Da igual dónde nazcan, las causas que defiendan, el poder contra el que se alcen. Las revueltas, a menudo, terminan de la misma forma: “Mira, ahí hay sangre”, advierte Serik junto a sus pies, para no pisar el charco. La mancha refulge de un color rojo intenso sobre la tierra, como si fuera vino, parece aún húmeda bajo el sol pálido y frío de invierno que golpea sobre la plaza de la República en Almaty, el corazón de las violentas protestas que han sacudido Kazajistán y han llegado a poner en jaque a este inmenso país de Asia central, sacudiendo a su vez el tablero geopolítico en el patio trasero de Rusia.
Este complejo de anchas avenidas vacías e inmensos edificios gubernamentales calcinados, ubicado en el centro de la capital financiera del país, sigue desprendiendo un intenso olor a quemado. Pero se ha convertido ya este miércoles en un lugar de paseo al que acuden los curiosos como Serik, un profesor de inglés en paro de unos 60 años, que prefiere no dar más señas, por si acaso.
“La gente estaba desesperada”, añade el hombre clavando los ojos en la mancha de sangre del suelo. “Arrancó como una protesta pacífica, luego se volvió violenta, comenzaron los choques sangrientos, algunos empezaron a robar…”, va relatando las fases del estallido social que ha dejado decenas de muertos (no hay una cifra contrastable) —y 10.000 detenidos, según datos oficiales del Gobierno kazajo—, la gran mayoría de ellos en Almaty. La revuelta se inició a principios de año, motivada por el alza vertiginosa de los precios del gas licuado de petróleo en este país rico en hidrocarburos, y ha terminado aplastada bajo una contundente respuesta militar, tras la entrada en el país de un contingente de más de 2.000 soldados de la Organización del Tratado de Seguridad Colectiva (OTSC), una asociación militar de parte del espacio pos-soviético encabezada por Rusia.

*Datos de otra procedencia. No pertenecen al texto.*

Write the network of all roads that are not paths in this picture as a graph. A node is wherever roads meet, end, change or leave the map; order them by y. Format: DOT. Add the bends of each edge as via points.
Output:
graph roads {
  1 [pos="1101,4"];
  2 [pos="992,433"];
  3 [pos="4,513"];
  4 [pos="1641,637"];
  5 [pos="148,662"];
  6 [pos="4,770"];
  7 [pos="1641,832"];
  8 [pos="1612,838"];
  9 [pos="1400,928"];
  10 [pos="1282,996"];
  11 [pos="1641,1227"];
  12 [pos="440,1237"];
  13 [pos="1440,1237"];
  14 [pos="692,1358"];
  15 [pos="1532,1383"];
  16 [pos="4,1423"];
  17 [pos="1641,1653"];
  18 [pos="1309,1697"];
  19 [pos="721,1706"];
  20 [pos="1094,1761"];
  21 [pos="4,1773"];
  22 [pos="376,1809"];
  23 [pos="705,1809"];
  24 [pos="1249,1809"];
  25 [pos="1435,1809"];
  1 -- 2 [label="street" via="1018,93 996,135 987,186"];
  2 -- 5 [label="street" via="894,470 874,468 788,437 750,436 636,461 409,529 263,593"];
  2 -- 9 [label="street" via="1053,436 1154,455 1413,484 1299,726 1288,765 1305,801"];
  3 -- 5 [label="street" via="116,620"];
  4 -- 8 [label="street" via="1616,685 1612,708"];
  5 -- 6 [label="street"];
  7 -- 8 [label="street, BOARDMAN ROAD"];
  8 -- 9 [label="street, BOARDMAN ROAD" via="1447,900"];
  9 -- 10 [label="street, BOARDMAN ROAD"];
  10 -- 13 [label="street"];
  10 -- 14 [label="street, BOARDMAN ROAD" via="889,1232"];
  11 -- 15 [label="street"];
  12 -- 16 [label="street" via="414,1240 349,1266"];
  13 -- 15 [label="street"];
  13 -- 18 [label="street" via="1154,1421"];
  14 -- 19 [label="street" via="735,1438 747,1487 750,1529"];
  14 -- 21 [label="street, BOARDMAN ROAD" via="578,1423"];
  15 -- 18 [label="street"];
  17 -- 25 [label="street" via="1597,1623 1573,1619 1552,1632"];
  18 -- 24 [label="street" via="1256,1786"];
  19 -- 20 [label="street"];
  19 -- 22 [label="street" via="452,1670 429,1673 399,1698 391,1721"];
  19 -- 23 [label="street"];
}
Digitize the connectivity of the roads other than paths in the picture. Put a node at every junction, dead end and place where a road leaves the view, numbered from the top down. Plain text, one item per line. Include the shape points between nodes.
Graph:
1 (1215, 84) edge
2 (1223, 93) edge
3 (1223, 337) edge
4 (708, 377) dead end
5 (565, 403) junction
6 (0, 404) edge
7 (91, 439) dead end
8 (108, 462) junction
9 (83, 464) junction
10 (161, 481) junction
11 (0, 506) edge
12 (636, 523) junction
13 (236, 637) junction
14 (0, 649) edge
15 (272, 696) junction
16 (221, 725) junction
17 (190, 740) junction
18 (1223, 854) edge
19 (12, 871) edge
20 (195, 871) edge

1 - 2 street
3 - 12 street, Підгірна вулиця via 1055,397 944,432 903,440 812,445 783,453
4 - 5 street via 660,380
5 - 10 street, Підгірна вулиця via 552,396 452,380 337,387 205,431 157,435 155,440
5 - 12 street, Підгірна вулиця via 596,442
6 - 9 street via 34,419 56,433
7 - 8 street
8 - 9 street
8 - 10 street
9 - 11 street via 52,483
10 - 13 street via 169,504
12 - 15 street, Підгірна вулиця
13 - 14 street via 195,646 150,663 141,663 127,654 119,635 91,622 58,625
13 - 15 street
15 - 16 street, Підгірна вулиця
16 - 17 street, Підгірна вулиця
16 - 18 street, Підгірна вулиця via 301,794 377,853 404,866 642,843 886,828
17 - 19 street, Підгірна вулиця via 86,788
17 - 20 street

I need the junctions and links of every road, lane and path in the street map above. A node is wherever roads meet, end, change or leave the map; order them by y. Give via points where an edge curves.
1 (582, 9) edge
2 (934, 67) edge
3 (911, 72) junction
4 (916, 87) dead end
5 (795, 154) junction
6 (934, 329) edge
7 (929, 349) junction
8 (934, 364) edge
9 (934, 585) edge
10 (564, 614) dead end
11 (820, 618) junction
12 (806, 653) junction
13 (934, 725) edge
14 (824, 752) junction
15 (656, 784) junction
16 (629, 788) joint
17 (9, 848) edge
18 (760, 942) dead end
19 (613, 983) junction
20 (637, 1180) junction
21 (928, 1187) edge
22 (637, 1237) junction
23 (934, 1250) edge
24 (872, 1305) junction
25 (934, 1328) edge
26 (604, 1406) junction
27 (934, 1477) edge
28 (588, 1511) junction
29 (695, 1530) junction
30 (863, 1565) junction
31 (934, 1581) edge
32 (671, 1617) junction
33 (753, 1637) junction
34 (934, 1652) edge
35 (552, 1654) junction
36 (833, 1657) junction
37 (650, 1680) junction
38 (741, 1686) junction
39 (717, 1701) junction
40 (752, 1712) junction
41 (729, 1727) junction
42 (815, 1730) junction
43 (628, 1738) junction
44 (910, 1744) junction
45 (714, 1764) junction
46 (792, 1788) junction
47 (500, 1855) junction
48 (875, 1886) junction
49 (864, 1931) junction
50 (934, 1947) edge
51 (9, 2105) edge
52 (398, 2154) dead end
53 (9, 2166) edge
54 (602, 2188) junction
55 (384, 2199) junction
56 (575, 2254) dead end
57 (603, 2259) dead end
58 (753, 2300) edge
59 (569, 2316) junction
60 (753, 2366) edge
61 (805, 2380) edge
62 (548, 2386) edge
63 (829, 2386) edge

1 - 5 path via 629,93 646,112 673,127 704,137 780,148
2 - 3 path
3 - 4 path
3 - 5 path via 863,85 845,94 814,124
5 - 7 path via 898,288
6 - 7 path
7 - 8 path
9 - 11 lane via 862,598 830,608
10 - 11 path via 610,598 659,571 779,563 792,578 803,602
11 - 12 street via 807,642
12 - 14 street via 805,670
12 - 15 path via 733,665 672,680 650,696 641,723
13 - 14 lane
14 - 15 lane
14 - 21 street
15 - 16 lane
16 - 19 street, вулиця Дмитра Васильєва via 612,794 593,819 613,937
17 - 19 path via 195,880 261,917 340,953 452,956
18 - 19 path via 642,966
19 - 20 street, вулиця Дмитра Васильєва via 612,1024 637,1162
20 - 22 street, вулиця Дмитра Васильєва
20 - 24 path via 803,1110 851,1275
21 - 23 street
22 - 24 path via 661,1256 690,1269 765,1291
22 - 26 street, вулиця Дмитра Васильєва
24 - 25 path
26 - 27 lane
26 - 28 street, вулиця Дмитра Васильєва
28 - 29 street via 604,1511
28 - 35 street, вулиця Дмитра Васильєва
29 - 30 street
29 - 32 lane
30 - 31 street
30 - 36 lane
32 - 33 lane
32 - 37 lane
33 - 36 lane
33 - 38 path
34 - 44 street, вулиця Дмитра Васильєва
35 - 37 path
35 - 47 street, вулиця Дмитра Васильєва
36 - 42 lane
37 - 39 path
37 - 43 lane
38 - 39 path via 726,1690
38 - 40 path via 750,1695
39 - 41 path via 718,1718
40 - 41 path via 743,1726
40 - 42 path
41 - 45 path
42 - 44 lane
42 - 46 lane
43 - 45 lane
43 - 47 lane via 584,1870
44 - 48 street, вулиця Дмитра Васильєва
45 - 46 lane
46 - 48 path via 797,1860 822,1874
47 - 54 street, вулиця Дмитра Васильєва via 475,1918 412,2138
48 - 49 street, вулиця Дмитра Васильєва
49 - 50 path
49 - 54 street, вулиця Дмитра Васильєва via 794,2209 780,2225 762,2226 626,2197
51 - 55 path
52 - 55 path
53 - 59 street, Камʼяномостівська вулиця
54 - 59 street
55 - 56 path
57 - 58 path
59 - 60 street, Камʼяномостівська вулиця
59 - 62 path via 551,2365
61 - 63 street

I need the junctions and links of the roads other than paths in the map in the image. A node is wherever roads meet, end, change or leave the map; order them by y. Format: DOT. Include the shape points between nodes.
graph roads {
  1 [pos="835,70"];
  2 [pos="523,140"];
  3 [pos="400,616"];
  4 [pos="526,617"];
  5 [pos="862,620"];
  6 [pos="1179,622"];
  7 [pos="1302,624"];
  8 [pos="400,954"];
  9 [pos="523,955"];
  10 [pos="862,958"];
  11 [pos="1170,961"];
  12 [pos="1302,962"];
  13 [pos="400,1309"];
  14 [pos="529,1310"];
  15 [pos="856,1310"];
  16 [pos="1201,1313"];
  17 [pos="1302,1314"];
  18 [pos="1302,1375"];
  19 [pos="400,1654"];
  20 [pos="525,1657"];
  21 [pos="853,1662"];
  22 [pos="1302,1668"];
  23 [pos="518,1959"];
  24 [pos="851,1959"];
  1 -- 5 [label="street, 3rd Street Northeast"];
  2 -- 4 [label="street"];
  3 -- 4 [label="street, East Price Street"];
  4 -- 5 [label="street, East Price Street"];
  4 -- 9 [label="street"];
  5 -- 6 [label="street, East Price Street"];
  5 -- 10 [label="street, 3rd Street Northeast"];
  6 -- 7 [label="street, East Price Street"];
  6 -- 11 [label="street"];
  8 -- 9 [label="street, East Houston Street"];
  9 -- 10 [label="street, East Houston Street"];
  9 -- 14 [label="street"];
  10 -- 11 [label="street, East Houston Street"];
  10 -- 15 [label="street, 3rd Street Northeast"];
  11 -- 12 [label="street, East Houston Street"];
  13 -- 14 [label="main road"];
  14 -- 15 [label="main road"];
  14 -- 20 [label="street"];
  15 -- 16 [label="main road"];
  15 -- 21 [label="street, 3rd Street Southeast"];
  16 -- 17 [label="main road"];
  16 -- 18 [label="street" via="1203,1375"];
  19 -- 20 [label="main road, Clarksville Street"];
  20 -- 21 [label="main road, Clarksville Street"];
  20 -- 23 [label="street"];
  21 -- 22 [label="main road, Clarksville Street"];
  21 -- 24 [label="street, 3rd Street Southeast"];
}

Almaty una ciudad ”moderna”
En la zona cero de las protestas, unos operarios reparan adoquines, otros barren las aceras y el silencio de las grandes arterias de estilo soviético, todavía cortadas al tráfico, le confieren al ambiente un extraño aire de domingo. Se oye el trino de los pájaros, pero los restos dejan intuir el decorado de la batalla campal. Se ven decenas de casquillos de bala que recogen, uno a uno, un grupo de voluntarios; cristales y ventanas resquebrajadas; restos de granadas aturdidoras, palos, escudos metálicos chamuscados, coches calcinados, muros de mármol acribillados y decorados con salpicaduras sangrientas. La zona, igual que el resto de la ciudad, parece haberse quedado detenida en una Navidad violenta, con Papás Noel desfigurados y decoración festiva cosida a balazos.
Almaty es una ciudad moderna, la capital histórica (hasta que fue trasladada a Astaná, posteriormente rebautizada como Nursultán) y la urbe más poblada del país, con cerca de dos millones de personas. Se encuentra ubicada en el extremo oriental del país, a un paso de China y desparramada en la falda de unos montes nevados en los que los urbanitas disfrutan, en condiciones normales, de kilómetros de pistas de esquí. En sus calles cuadriculadas y en cuesta vuelve a latir la vida poco a poco. Ha regresado internet, aunque aún funciona a trompicones, y los locales saqueados o agujereados durante los tiroteos reciben la visita de comitivas de funcionarios que toman nota y valoran los desperfectos.